Stored data entries:
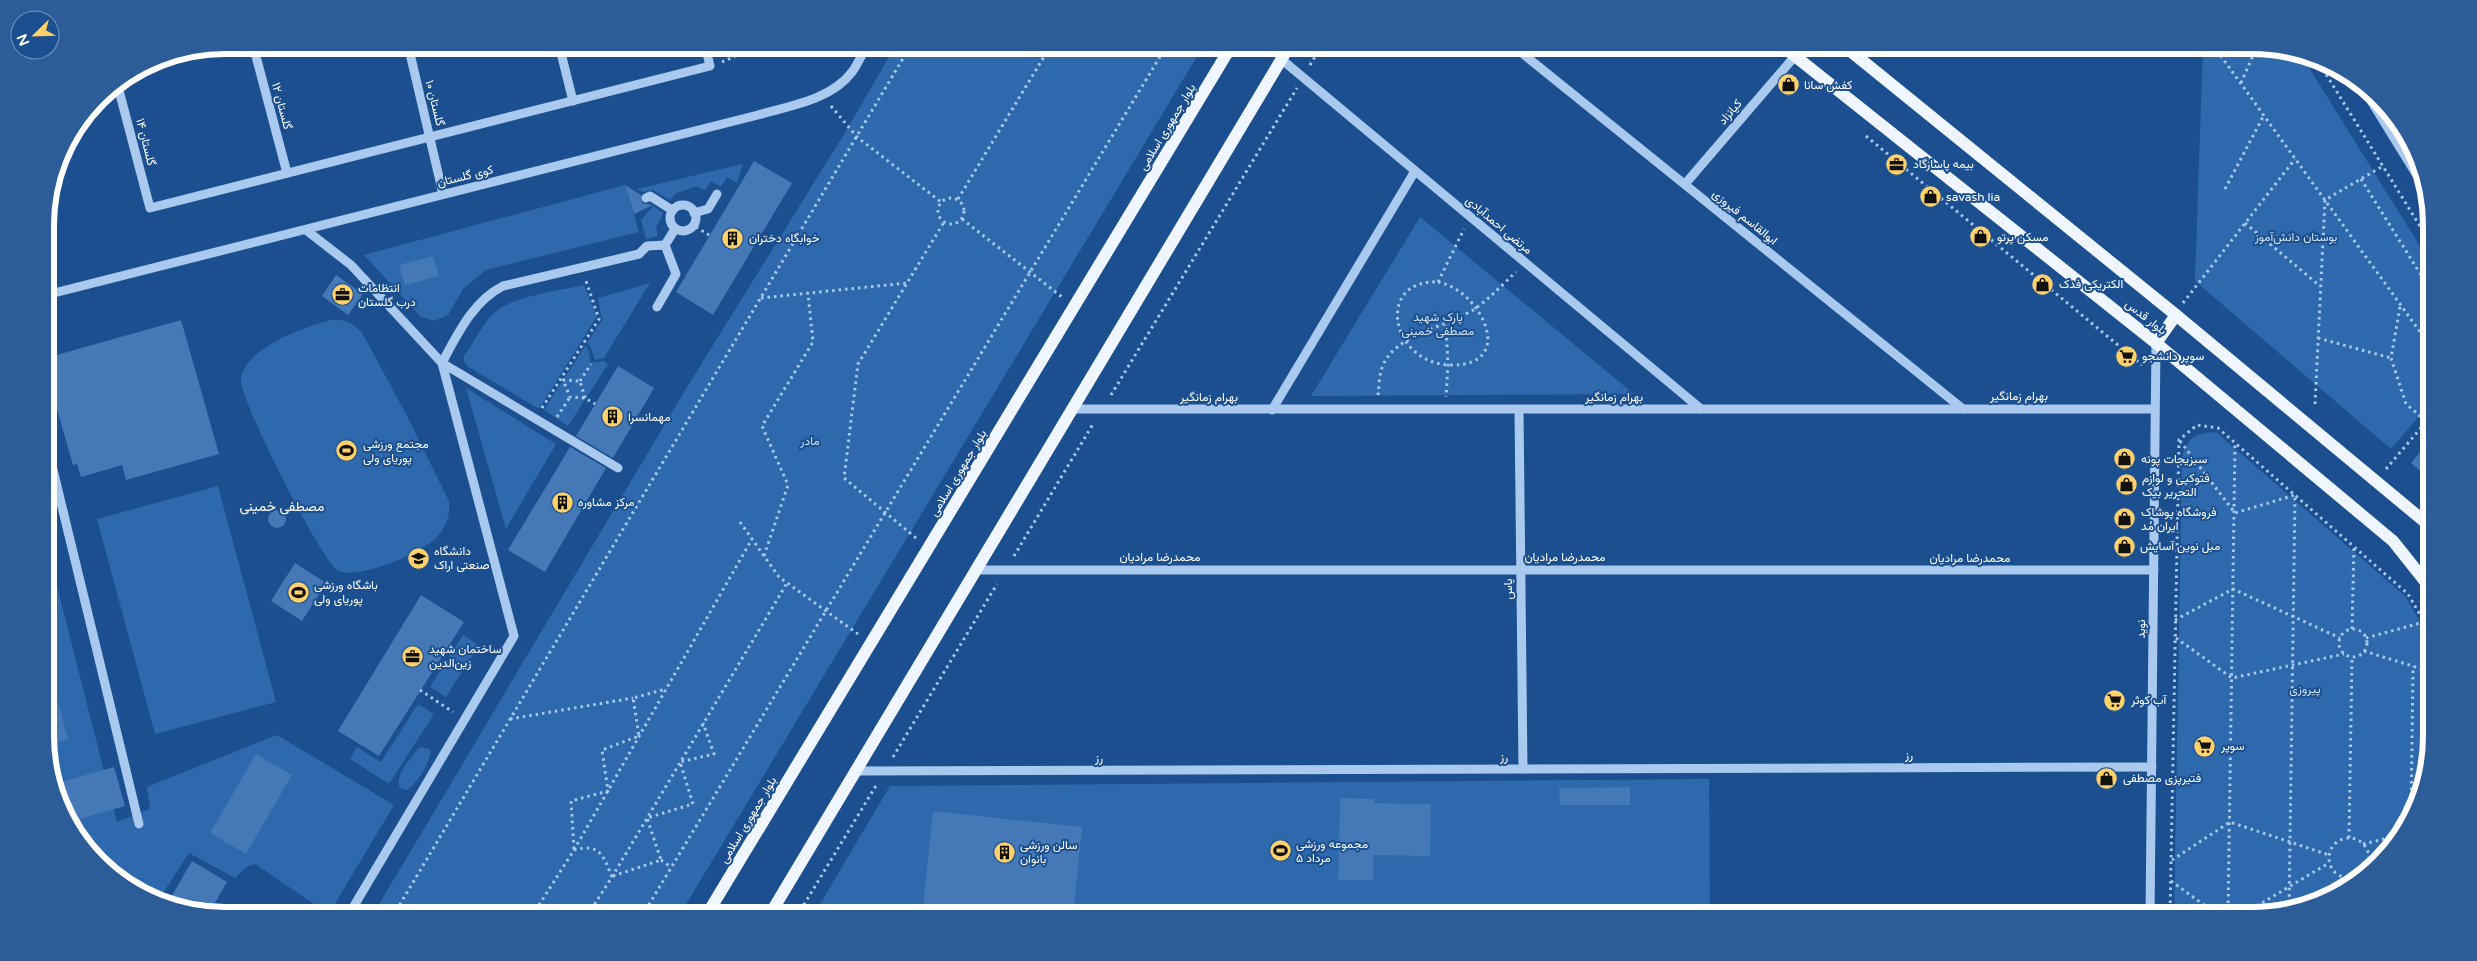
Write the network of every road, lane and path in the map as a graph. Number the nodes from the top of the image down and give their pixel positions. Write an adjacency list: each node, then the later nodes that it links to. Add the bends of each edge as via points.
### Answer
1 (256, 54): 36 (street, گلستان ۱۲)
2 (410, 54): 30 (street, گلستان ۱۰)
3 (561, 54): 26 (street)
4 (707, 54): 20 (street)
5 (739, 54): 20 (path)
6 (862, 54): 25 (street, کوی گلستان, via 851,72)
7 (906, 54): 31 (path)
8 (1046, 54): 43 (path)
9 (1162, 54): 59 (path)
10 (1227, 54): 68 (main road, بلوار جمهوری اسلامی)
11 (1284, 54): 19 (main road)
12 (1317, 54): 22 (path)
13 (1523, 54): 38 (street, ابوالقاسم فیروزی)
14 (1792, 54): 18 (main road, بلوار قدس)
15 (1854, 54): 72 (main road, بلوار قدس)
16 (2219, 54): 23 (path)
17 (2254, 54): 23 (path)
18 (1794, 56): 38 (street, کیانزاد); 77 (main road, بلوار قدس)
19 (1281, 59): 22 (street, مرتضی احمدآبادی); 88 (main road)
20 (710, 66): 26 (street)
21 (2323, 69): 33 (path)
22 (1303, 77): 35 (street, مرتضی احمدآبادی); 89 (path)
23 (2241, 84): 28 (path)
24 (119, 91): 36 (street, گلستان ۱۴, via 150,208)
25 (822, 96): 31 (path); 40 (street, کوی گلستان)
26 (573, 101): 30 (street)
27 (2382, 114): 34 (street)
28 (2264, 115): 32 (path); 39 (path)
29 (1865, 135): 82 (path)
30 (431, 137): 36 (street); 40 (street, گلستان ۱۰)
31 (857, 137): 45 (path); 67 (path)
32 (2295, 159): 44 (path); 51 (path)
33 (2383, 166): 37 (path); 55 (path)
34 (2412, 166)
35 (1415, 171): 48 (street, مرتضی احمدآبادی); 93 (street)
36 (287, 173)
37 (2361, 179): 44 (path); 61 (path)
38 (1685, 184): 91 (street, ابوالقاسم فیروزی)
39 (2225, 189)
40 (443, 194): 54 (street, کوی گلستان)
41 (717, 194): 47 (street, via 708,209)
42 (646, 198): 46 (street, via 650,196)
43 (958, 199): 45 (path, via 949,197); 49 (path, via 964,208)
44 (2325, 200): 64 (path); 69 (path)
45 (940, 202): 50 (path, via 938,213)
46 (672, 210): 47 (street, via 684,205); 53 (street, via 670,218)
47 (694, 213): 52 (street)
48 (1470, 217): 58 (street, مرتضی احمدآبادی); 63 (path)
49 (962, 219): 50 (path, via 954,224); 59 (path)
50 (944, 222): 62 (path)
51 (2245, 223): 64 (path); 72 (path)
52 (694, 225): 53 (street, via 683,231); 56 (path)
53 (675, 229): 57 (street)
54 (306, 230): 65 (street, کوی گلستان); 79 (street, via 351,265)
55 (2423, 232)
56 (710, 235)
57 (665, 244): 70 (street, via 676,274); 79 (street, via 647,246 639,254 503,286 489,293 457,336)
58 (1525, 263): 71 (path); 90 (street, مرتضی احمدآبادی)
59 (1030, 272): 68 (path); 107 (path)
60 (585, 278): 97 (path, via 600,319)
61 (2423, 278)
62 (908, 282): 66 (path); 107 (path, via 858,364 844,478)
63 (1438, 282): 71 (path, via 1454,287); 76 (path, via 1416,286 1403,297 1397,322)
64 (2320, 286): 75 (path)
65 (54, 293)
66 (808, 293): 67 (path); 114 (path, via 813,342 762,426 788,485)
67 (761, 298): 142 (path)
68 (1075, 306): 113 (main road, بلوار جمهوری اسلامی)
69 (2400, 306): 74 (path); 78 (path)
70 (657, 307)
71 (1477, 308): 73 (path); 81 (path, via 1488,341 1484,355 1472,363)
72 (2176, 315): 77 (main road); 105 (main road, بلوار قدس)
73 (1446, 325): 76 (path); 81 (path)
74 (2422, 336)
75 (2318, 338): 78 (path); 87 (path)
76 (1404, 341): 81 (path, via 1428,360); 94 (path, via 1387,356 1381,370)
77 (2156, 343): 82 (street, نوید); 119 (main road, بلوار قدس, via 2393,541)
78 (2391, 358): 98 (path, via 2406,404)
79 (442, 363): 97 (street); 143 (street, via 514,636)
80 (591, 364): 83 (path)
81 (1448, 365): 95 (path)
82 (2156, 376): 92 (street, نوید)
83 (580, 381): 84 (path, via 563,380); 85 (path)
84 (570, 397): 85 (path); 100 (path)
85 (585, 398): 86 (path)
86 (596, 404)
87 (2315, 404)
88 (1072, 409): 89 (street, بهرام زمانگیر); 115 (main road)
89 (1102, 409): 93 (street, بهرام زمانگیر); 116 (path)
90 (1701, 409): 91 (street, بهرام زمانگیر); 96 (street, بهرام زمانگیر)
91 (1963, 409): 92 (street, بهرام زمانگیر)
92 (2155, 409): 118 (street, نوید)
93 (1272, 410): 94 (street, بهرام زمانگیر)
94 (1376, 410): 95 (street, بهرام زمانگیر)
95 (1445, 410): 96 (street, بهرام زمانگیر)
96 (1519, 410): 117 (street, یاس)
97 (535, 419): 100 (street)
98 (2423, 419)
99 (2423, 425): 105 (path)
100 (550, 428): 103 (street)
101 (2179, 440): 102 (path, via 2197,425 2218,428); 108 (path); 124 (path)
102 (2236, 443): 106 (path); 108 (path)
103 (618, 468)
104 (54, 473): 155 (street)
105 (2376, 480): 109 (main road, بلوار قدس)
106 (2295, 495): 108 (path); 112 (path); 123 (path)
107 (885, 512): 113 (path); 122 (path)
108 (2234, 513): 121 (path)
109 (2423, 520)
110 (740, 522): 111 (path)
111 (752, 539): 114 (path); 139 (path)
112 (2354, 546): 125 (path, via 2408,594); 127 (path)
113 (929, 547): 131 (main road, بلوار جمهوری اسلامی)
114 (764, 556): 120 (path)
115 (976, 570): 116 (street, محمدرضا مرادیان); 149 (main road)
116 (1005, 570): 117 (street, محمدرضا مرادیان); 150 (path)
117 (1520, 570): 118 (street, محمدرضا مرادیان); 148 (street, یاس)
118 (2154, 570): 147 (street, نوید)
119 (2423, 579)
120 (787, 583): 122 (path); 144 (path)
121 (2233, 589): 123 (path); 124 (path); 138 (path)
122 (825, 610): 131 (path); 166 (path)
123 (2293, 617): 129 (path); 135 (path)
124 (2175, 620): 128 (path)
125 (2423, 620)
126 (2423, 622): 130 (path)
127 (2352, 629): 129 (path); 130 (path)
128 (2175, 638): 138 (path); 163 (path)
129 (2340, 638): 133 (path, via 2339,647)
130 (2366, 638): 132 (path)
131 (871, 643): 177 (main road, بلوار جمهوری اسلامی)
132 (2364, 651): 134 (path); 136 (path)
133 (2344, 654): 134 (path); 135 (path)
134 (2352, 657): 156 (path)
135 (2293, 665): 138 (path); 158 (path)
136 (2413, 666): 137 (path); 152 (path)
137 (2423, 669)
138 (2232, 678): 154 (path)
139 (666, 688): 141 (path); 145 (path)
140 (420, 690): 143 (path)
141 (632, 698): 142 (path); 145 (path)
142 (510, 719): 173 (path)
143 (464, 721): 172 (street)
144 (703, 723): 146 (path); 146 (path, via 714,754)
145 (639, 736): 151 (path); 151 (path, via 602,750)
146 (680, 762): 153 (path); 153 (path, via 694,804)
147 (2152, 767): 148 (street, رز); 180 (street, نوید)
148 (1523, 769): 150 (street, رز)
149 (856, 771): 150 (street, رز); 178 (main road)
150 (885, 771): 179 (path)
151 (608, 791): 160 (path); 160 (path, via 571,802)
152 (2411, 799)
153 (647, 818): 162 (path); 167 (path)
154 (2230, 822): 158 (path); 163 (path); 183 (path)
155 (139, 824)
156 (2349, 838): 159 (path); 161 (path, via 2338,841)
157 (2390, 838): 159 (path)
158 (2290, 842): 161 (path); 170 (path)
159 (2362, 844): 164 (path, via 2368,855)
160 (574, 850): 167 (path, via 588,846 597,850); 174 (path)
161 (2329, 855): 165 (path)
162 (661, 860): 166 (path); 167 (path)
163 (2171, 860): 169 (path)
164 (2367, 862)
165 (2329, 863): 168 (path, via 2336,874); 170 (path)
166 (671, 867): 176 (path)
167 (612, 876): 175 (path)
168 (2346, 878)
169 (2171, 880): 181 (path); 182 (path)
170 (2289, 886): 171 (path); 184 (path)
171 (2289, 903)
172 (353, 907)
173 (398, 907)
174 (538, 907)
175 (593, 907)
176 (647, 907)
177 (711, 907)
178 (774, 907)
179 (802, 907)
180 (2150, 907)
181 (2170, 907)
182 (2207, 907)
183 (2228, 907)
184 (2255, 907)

§ Prompt: Across the data, find each line that has "محمدرضا" in it and copy that line.

§ Written answer:
115 (976, 570): 116 (street, محمدرضا مرادیان); 149 (main road)
116 (1005, 570): 117 (street, محمدرضا مرادیان); 150 (path)
117 (1520, 570): 118 (street, محمدرضا مرادیان); 148 (street, یاس)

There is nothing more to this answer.